→ SUPPLIED RECORDS
========

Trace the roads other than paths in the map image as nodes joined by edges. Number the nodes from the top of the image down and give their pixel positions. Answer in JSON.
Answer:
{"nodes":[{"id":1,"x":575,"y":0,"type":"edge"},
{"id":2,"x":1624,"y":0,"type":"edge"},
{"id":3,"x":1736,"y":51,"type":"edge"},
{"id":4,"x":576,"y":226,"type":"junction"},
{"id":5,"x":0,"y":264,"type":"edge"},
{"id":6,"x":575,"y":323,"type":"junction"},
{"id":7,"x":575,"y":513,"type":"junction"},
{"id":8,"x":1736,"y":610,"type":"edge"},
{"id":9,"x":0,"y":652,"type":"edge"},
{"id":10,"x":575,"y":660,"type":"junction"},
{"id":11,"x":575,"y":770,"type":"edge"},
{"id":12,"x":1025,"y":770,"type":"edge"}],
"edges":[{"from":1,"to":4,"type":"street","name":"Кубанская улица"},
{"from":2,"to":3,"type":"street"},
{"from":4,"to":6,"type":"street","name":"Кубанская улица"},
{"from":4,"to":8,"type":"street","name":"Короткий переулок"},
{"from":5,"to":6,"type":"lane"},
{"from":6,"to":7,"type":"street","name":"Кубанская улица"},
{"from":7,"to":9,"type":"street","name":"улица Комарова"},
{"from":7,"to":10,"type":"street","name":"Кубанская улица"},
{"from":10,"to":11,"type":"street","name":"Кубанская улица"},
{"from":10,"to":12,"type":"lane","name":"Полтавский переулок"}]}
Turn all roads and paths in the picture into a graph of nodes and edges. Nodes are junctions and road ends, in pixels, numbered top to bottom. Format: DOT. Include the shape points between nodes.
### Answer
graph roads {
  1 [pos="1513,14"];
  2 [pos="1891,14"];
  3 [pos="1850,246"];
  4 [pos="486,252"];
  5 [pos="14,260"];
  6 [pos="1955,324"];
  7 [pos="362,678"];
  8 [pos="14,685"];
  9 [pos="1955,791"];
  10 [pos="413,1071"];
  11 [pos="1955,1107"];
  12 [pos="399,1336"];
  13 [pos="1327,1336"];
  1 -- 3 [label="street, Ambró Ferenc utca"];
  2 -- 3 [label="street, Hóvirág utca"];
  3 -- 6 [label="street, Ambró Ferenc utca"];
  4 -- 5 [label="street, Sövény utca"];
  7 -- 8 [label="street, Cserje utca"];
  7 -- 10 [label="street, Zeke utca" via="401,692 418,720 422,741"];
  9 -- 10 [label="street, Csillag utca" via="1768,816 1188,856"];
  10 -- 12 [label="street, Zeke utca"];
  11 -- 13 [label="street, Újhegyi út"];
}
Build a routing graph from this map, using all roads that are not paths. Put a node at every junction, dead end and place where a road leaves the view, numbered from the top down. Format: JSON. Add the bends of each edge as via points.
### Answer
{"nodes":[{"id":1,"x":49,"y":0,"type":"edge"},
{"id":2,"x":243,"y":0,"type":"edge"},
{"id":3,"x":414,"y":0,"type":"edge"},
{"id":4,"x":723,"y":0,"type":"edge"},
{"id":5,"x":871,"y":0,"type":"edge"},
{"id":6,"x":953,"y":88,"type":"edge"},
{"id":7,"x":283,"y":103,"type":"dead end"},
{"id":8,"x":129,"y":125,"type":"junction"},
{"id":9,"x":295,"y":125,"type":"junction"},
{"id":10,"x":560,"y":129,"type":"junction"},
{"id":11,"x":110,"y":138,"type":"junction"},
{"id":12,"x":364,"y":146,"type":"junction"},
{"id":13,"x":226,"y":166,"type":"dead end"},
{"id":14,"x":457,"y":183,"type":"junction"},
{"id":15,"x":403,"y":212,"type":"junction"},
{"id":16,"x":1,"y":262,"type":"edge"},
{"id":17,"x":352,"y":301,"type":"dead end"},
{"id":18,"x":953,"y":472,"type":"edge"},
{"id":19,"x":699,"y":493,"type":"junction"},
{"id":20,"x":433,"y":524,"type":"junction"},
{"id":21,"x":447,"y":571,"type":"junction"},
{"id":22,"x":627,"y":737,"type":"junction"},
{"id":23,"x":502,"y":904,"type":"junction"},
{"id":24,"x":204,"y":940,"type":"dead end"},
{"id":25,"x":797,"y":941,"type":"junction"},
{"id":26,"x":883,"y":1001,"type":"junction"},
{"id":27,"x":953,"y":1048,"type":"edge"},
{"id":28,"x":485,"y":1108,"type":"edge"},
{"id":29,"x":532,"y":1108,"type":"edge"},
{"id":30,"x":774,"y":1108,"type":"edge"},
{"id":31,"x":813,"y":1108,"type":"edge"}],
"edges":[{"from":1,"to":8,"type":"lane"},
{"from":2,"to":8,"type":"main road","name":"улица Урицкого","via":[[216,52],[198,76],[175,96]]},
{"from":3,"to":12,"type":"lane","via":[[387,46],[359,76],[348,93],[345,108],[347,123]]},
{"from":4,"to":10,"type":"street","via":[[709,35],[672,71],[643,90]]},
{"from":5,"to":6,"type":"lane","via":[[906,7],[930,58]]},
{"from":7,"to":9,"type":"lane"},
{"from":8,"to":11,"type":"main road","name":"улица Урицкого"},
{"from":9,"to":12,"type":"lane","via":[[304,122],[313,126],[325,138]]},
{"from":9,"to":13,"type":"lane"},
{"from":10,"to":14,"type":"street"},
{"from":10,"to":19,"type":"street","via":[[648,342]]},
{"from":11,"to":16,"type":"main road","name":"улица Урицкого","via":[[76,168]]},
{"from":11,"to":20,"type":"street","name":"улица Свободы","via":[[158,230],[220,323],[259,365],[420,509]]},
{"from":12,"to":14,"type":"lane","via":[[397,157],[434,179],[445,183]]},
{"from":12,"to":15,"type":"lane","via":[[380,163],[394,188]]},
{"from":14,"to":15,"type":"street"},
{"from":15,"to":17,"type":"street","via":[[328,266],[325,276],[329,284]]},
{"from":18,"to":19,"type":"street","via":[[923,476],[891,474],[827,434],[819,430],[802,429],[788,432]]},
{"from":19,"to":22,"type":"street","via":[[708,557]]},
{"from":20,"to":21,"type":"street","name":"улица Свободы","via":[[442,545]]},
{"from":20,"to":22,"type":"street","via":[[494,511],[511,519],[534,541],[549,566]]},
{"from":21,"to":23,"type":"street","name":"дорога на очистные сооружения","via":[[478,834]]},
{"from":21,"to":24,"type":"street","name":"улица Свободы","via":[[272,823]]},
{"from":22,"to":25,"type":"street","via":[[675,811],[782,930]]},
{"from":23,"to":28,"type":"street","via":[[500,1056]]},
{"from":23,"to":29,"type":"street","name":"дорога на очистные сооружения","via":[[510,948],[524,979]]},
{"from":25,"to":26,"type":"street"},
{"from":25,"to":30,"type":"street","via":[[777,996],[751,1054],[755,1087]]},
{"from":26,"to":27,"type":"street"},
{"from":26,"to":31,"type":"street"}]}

========

→ YOUR GOAL
All entries must be repeated exactly.

→ RESPONSE
Trace the roads other than paths in the map image as nodes joined by edges. Number the nodes from the top of the image down and give their pixel positions. Answer in JSON.
Answer:
{"nodes":[{"id":1,"x":575,"y":0,"type":"edge"},
{"id":2,"x":1624,"y":0,"type":"edge"},
{"id":3,"x":1736,"y":51,"type":"edge"},
{"id":4,"x":576,"y":226,"type":"junction"},
{"id":5,"x":0,"y":264,"type":"edge"},
{"id":6,"x":575,"y":323,"type":"junction"},
{"id":7,"x":575,"y":513,"type":"junction"},
{"id":8,"x":1736,"y":610,"type":"edge"},
{"id":9,"x":0,"y":652,"type":"edge"},
{"id":10,"x":575,"y":660,"type":"junction"},
{"id":11,"x":575,"y":770,"type":"edge"},
{"id":12,"x":1025,"y":770,"type":"edge"}],
"edges":[{"from":1,"to":4,"type":"street","name":"Кубанская улица"},
{"from":2,"to":3,"type":"street"},
{"from":4,"to":6,"type":"street","name":"Кубанская улица"},
{"from":4,"to":8,"type":"street","name":"Короткий переулок"},
{"from":5,"to":6,"type":"lane"},
{"from":6,"to":7,"type":"street","name":"Кубанская улица"},
{"from":7,"to":9,"type":"street","name":"улица Комарова"},
{"from":7,"to":10,"type":"street","name":"Кубанская улица"},
{"from":10,"to":11,"type":"street","name":"Кубанская улица"},
{"from":10,"to":12,"type":"lane","name":"Полтавский переулок"}]}
Turn all roads and paths in the picture into a graph of nodes and edges. Nodes are junctions and road ends, in pixels, numbered top to bottom. Format: DOT. Include the shape points between nodes.
### Answer
graph roads {
  1 [pos="1513,14"];
  2 [pos="1891,14"];
  3 [pos="1850,246"];
  4 [pos="486,252"];
  5 [pos="14,260"];
  6 [pos="1955,324"];
  7 [pos="362,678"];
  8 [pos="14,685"];
  9 [pos="1955,791"];
  10 [pos="413,1071"];
  11 [pos="1955,1107"];
  12 [pos="399,1336"];
  13 [pos="1327,1336"];
  1 -- 3 [label="street, Ambró Ferenc utca"];
  2 -- 3 [label="street, Hóvirág utca"];
  3 -- 6 [label="street, Ambró Ferenc utca"];
  4 -- 5 [label="street, Sövény utca"];
  7 -- 8 [label="street, Cserje utca"];
  7 -- 10 [label="street, Zeke utca" via="401,692 418,720 422,741"];
  9 -- 10 [label="street, Csillag utca" via="1768,816 1188,856"];
  10 -- 12 [label="street, Zeke utca"];
  11 -- 13 [label="street, Újhegyi út"];
}
Build a routing graph from this map, using all roads that are not paths. Put a node at every junction, dead end and place where a road leaves the view, numbered from the top down. Format: JSON. Add the bends of each edge as via points.
### Answer
{"nodes":[{"id":1,"x":49,"y":0,"type":"edge"},
{"id":2,"x":243,"y":0,"type":"edge"},
{"id":3,"x":414,"y":0,"type":"edge"},
{"id":4,"x":723,"y":0,"type":"edge"},
{"id":5,"x":871,"y":0,"type":"edge"},
{"id":6,"x":953,"y":88,"type":"edge"},
{"id":7,"x":283,"y":103,"type":"dead end"},
{"id":8,"x":129,"y":125,"type":"junction"},
{"id":9,"x":295,"y":125,"type":"junction"},
{"id":10,"x":560,"y":129,"type":"junction"},
{"id":11,"x":110,"y":138,"type":"junction"},
{"id":12,"x":364,"y":146,"type":"junction"},
{"id":13,"x":226,"y":166,"type":"dead end"},
{"id":14,"x":457,"y":183,"type":"junction"},
{"id":15,"x":403,"y":212,"type":"junction"},
{"id":16,"x":1,"y":262,"type":"edge"},
{"id":17,"x":352,"y":301,"type":"dead end"},
{"id":18,"x":953,"y":472,"type":"edge"},
{"id":19,"x":699,"y":493,"type":"junction"},
{"id":20,"x":433,"y":524,"type":"junction"},
{"id":21,"x":447,"y":571,"type":"junction"},
{"id":22,"x":627,"y":737,"type":"junction"},
{"id":23,"x":502,"y":904,"type":"junction"},
{"id":24,"x":204,"y":940,"type":"dead end"},
{"id":25,"x":797,"y":941,"type":"junction"},
{"id":26,"x":883,"y":1001,"type":"junction"},
{"id":27,"x":953,"y":1048,"type":"edge"},
{"id":28,"x":485,"y":1108,"type":"edge"},
{"id":29,"x":532,"y":1108,"type":"edge"},
{"id":30,"x":774,"y":1108,"type":"edge"},
{"id":31,"x":813,"y":1108,"type":"edge"}],
"edges":[{"from":1,"to":8,"type":"lane"},
{"from":2,"to":8,"type":"main road","name":"улица Урицкого","via":[[216,52],[198,76],[175,96]]},
{"from":3,"to":12,"type":"lane","via":[[387,46],[359,76],[348,93],[345,108],[347,123]]},
{"from":4,"to":10,"type":"street","via":[[709,35],[672,71],[643,90]]},
{"from":5,"to":6,"type":"lane","via":[[906,7],[930,58]]},
{"from":7,"to":9,"type":"lane"},
{"from":8,"to":11,"type":"main road","name":"улица Урицкого"},
{"from":9,"to":12,"type":"lane","via":[[304,122],[313,126],[325,138]]},
{"from":9,"to":13,"type":"lane"},
{"from":10,"to":14,"type":"street"},
{"from":10,"to":19,"type":"street","via":[[648,342]]},
{"from":11,"to":16,"type":"main road","name":"улица Урицкого","via":[[76,168]]},
{"from":11,"to":20,"type":"street","name":"улица Свободы","via":[[158,230],[220,323],[259,365],[420,509]]},
{"from":12,"to":14,"type":"lane","via":[[397,157],[434,179],[445,183]]},
{"from":12,"to":15,"type":"lane","via":[[380,163],[394,188]]},
{"from":14,"to":15,"type":"street"},
{"from":15,"to":17,"type":"street","via":[[328,266],[325,276],[329,284]]},
{"from":18,"to":19,"type":"street","via":[[923,476],[891,474],[827,434],[819,430],[802,429],[788,432]]},
{"from":19,"to":22,"type":"street","via":[[708,557]]},
{"from":20,"to":21,"type":"street","name":"улица Свободы","via":[[442,545]]},
{"from":20,"to":22,"type":"street","via":[[494,511],[511,519],[534,541],[549,566]]},
{"from":21,"to":23,"type":"street","name":"дорога на очистные сооружения","via":[[478,834]]},
{"from":21,"to":24,"type":"street","name":"улица Свободы","via":[[272,823]]},
{"from":22,"to":25,"type":"street","via":[[675,811],[782,930]]},
{"from":23,"to":28,"type":"street","via":[[500,1056]]},
{"from":23,"to":29,"type":"street","name":"дорога на очистные сооружения","via":[[510,948],[524,979]]},
{"from":25,"to":26,"type":"street"},
{"from":25,"to":30,"type":"street","via":[[777,996],[751,1054],[755,1087]]},
{"from":26,"to":27,"type":"street"},
{"from":26,"to":31,"type":"street"}]}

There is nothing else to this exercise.